At the welcoming ceremony, Prime Minister Benjamin Netanyahu noted that for the Jewish holiday of Simchat Torah this week, many synagogues will read from the book of Isaiah. He is referring to Isaiah 61:1: “The spirit of the Lord was upon me, to bring tidings to the humble, He sent me to bind up the broken-hearted, to declare freedom for the captives, and for the prisoners to free from captivity.” In a country in which the history of the Jewish people is both a religious narrative and the stuff of the nightly news, one can understand why, in a real sense, Netanyahu had no choice but to reclaim Israel’s boy soldier.
The religious edict to rescue the captive is reinforced by the realities of the Israeli Defense Forces.

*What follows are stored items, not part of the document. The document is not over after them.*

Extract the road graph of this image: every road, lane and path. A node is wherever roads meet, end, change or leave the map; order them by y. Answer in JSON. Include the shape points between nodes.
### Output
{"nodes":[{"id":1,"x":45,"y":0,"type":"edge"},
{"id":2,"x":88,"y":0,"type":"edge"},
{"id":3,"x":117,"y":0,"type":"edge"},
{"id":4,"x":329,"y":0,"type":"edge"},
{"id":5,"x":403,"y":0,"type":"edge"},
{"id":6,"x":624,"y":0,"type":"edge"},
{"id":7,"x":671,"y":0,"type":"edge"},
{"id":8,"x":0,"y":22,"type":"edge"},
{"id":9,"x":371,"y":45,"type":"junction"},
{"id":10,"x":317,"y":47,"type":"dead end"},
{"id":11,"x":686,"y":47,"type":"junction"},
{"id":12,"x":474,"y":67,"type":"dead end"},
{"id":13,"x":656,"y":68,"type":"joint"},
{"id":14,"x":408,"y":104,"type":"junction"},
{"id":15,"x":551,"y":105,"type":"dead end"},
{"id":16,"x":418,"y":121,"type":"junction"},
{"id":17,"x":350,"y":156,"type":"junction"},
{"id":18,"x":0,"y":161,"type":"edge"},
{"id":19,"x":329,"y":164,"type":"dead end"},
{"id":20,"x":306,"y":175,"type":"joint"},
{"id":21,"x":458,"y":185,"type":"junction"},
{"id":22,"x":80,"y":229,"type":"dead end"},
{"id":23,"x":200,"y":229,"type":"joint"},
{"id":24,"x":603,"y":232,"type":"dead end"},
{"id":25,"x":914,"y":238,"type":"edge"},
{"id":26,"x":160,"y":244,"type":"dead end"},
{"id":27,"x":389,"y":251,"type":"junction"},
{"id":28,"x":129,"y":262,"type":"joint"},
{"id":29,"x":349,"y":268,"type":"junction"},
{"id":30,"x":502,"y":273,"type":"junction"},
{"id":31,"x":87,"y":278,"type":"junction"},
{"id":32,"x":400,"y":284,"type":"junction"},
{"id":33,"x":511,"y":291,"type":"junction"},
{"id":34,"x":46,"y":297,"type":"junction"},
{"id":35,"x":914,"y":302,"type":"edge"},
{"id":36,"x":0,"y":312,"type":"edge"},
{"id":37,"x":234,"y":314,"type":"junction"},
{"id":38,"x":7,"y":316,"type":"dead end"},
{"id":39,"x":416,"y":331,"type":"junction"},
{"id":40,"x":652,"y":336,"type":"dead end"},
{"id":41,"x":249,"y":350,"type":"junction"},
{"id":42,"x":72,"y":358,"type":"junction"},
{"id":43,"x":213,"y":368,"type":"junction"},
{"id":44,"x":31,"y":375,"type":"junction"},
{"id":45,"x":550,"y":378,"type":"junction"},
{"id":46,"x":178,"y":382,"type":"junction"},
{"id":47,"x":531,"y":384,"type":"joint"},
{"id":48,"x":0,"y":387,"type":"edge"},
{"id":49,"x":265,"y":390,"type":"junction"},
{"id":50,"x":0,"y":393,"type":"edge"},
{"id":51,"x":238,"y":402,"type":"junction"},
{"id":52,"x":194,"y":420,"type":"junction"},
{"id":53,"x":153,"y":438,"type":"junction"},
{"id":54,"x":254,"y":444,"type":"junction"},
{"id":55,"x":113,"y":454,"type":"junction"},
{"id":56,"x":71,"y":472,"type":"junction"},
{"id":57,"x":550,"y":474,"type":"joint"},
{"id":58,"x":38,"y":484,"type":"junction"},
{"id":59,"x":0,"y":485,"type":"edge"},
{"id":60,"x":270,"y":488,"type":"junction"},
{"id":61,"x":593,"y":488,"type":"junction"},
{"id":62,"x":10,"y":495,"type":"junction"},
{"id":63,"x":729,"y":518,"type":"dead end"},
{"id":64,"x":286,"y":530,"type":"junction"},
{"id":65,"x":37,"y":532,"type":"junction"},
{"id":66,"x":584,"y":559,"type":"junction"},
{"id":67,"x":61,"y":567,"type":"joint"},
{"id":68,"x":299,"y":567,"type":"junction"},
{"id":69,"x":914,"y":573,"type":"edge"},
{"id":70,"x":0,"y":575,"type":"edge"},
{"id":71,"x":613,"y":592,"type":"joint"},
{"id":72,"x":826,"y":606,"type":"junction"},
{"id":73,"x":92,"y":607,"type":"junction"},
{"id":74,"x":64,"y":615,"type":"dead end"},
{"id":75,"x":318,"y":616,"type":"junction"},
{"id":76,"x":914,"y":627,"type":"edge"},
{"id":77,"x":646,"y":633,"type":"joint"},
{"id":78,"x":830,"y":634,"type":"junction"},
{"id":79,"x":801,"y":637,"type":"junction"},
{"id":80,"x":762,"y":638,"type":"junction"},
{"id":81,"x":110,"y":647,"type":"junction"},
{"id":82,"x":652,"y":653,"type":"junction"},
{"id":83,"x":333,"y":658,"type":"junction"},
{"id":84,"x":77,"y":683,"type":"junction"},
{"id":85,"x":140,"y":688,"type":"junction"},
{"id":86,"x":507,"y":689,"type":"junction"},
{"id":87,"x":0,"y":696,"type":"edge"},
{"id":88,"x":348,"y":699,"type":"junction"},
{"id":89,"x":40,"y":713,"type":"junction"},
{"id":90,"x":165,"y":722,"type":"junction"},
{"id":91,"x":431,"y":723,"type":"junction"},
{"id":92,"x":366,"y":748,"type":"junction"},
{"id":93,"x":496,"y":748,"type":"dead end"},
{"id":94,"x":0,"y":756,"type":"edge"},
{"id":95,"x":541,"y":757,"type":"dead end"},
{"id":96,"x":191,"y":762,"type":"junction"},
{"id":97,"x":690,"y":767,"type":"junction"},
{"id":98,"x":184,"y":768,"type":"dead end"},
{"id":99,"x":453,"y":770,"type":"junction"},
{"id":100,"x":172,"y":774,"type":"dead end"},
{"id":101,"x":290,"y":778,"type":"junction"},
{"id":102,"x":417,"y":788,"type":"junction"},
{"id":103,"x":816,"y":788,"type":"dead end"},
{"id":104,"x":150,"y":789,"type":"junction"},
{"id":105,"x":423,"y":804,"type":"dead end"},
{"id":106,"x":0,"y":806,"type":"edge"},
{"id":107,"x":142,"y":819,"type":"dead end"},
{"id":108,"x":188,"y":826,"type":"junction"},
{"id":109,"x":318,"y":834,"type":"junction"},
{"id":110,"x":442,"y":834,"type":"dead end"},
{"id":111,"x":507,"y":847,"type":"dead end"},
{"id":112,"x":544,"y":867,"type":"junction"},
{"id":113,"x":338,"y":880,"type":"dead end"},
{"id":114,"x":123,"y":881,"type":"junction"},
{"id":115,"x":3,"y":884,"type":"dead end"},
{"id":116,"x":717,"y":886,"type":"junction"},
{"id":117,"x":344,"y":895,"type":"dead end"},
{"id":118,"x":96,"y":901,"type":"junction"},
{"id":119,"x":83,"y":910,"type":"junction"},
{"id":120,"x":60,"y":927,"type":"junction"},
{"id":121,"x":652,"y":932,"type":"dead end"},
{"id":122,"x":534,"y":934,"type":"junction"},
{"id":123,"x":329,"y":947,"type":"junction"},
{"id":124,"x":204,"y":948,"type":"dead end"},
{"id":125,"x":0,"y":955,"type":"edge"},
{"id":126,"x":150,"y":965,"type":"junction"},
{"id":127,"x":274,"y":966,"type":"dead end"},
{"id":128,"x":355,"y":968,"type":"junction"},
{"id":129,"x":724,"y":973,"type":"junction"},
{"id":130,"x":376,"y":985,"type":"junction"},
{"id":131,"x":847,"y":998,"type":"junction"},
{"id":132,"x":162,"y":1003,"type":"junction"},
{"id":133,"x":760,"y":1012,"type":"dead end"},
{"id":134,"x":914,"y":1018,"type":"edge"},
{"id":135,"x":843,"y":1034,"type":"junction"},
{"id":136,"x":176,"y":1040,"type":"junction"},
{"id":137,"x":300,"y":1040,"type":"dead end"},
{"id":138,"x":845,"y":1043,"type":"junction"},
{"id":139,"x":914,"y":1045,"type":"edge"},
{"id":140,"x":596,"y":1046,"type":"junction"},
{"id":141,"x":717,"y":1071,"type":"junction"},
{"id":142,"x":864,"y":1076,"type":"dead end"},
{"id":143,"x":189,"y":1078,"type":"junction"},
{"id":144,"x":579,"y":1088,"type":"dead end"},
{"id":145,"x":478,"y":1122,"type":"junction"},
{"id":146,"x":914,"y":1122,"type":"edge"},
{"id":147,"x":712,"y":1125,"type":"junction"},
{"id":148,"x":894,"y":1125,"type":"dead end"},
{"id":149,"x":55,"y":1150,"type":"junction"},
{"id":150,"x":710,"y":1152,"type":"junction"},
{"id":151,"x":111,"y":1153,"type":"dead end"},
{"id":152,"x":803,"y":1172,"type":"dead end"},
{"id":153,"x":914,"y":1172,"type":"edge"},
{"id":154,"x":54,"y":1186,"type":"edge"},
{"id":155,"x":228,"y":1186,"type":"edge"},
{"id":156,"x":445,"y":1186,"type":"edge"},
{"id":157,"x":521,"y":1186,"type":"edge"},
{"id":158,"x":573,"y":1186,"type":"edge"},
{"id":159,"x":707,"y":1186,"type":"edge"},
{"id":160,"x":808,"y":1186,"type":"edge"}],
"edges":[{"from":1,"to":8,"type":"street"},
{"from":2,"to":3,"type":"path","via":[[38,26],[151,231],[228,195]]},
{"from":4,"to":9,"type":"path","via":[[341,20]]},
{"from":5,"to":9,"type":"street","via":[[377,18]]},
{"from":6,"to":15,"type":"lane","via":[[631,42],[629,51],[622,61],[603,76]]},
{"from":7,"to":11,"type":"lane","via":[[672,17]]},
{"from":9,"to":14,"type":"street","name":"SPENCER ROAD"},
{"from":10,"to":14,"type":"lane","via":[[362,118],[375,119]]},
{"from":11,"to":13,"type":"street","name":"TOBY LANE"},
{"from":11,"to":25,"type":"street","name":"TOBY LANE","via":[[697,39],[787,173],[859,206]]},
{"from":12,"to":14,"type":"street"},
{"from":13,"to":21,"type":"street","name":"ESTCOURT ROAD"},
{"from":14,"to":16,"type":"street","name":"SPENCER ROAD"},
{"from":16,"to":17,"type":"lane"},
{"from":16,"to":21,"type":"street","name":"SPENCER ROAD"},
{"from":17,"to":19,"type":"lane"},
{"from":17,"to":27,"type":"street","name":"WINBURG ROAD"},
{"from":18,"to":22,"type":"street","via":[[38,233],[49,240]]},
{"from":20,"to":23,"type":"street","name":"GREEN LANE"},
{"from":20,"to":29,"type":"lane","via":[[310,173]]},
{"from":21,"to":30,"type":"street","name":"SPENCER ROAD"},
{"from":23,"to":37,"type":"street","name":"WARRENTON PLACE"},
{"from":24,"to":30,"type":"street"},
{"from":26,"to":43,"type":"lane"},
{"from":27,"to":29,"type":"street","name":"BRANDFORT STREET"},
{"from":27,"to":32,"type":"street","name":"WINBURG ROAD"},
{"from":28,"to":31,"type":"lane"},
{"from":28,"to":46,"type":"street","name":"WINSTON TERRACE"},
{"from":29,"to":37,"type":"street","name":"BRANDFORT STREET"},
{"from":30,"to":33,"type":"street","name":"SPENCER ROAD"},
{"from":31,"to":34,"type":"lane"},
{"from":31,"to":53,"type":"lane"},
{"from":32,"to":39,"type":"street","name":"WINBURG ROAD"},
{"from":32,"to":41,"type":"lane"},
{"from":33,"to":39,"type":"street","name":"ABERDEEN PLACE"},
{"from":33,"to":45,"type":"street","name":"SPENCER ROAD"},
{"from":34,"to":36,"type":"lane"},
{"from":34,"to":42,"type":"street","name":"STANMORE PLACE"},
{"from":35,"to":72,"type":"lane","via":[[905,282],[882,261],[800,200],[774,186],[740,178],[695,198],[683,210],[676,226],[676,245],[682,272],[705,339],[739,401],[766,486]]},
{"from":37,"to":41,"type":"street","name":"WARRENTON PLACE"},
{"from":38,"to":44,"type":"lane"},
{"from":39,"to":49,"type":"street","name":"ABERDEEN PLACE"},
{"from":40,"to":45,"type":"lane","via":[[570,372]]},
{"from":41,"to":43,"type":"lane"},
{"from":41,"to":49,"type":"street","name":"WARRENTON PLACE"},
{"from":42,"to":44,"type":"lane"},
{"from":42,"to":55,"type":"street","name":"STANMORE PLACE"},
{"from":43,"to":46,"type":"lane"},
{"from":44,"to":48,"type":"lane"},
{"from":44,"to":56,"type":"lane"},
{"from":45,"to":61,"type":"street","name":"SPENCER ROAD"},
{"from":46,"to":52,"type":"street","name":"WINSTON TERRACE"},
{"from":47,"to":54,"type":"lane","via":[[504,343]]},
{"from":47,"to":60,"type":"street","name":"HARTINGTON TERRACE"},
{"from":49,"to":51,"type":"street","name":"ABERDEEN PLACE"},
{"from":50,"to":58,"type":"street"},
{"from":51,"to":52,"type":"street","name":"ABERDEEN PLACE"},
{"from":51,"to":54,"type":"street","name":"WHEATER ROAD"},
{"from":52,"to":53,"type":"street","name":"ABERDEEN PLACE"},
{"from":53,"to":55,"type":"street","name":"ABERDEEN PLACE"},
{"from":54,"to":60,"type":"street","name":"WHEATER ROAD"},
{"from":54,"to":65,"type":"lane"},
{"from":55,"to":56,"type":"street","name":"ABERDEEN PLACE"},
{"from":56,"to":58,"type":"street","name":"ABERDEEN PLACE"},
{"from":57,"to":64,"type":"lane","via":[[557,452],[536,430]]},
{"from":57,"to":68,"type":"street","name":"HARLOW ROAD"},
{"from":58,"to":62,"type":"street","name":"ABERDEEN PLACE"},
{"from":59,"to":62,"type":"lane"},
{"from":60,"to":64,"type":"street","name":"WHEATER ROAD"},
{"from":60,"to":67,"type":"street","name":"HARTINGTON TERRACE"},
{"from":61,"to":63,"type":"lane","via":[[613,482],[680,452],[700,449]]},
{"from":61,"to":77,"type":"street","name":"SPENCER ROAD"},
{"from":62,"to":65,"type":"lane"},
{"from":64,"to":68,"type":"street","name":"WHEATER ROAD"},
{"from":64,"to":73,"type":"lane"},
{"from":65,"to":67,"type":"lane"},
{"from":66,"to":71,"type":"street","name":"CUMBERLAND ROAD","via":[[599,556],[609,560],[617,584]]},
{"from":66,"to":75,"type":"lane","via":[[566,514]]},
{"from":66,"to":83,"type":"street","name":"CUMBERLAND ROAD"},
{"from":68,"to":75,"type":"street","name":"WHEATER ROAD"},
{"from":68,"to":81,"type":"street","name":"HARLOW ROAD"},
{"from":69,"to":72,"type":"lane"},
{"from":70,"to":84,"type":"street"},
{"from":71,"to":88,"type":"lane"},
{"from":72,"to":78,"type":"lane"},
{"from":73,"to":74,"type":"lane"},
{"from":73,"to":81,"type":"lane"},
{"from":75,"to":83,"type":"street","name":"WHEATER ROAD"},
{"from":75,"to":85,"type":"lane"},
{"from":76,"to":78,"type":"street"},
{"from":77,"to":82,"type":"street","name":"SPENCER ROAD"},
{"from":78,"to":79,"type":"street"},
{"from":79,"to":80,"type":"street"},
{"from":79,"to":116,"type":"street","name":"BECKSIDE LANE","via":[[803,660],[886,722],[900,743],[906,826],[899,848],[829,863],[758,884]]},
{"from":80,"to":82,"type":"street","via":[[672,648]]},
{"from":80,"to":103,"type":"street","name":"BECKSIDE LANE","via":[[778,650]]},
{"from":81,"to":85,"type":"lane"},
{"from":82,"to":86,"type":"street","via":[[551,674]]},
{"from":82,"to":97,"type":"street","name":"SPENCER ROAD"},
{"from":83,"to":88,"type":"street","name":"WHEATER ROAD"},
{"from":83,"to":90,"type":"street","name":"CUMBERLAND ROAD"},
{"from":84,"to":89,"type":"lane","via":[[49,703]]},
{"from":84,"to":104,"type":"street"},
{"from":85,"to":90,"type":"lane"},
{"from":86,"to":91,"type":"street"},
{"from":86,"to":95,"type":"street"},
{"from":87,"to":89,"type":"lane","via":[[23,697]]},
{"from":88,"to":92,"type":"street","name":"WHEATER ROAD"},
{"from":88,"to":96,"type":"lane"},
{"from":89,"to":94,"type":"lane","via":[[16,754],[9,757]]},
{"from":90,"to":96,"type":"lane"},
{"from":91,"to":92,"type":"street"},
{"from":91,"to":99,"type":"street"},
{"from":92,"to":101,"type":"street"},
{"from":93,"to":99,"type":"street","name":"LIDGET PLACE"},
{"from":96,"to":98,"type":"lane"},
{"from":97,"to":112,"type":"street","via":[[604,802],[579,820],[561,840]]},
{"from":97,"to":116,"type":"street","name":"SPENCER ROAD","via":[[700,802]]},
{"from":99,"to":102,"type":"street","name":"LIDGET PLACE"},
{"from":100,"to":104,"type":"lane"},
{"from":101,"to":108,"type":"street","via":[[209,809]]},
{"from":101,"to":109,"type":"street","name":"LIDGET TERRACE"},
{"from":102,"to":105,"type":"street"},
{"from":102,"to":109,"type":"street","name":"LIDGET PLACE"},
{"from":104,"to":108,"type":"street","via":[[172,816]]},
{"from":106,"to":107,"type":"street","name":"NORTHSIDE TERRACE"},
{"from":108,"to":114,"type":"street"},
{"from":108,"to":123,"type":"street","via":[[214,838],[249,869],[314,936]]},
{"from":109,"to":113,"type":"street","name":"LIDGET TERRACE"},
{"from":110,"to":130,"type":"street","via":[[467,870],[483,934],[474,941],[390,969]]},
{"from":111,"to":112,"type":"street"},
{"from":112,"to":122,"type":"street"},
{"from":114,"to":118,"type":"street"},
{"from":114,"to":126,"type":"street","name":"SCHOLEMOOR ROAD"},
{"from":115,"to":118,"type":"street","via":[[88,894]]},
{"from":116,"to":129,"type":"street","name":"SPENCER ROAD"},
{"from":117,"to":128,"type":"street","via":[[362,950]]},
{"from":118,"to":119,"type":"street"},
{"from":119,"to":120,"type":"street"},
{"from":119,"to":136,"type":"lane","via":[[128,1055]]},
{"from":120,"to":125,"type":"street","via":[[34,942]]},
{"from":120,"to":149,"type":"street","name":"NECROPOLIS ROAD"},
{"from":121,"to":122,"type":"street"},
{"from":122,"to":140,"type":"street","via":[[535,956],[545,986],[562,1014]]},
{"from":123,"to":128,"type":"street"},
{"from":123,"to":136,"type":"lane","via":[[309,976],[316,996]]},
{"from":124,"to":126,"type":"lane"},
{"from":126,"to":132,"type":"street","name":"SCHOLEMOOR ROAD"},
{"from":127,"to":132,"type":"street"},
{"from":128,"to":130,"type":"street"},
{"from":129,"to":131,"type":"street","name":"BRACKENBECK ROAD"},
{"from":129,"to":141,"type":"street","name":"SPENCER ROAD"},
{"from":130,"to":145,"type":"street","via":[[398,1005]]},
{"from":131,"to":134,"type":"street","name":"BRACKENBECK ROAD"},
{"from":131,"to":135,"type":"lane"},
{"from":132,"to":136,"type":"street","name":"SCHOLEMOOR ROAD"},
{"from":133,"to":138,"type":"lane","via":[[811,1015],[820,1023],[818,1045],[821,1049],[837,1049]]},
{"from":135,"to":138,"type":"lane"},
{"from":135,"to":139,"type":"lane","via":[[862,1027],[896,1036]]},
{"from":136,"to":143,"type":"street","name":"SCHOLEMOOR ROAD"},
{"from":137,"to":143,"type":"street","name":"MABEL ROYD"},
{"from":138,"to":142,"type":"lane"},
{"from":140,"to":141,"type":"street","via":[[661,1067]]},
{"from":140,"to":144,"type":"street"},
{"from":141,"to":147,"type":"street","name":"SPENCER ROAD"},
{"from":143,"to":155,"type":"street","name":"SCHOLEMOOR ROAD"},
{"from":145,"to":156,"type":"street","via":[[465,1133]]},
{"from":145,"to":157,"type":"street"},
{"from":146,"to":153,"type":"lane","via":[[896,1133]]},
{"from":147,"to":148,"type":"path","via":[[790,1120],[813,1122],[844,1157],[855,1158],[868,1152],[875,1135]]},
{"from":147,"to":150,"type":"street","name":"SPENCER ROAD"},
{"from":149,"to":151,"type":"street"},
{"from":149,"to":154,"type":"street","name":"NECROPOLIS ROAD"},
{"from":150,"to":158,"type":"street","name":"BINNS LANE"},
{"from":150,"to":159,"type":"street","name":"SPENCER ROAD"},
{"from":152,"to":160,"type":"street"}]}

Elliott Abrams explains:
There was indeed an unbreakable obligation to bring Shalit home. Here one must acknowledge that Israel is simply different from the United States. Its Jewish population is but 5 million, less than two percent of the total U.S. population. The United States is physically more than 450 times as large as Israel. And Israel, unlike the United States, has a conscript army consisting of young people like Gilad Shalit, and military service is nearly universal. For the great majority of Israelis, then, the soldiers are their children — or at least their neighbors’ or cousins’ children — and they must be brought home.
From the early days of the state there has been a policy of doing everything possible through military action or covert operations to rescue captives, and when that is impossible to trade for them — but always to recover them. Israel has even traded for the bodies of soldiers who were killed in action. This is the product of the compact between the citizen army and the society: we protect you and you protect us. And this is one of the reasons Israelis always reject efforts, like the Goldstone Report, to punish soldiers for their actions in combat: Again, they are protecting the Jewish state and in turn it will protect them, in the Goldstone case from unjust accusations emanating from the United Nations.
Yes, as Israelis like to joke, there are three standards: One for all nations, one for democracies and one for Israel. (Some would add: And one for Bibi.) But in this instance, in the tear-filled joy and consensus that virtually never characterizes the Israeli body politic, there is pride in the special nature of the Jewish state. As Netanyahu said, “On this day, we are all united in both joy and pain.” Netanyahu said he got the best deal he could, excluding Hamas leaders from the exchange.
But in the end, what mattered most was not the composition of the Hamas list of blood-thirsty killers, but the recognition that a unique country will endure great risks for a single life. At times like this I can’t help but believe it’s a freaking miracle that such a country survives in a lagoon of blood and death and hatred.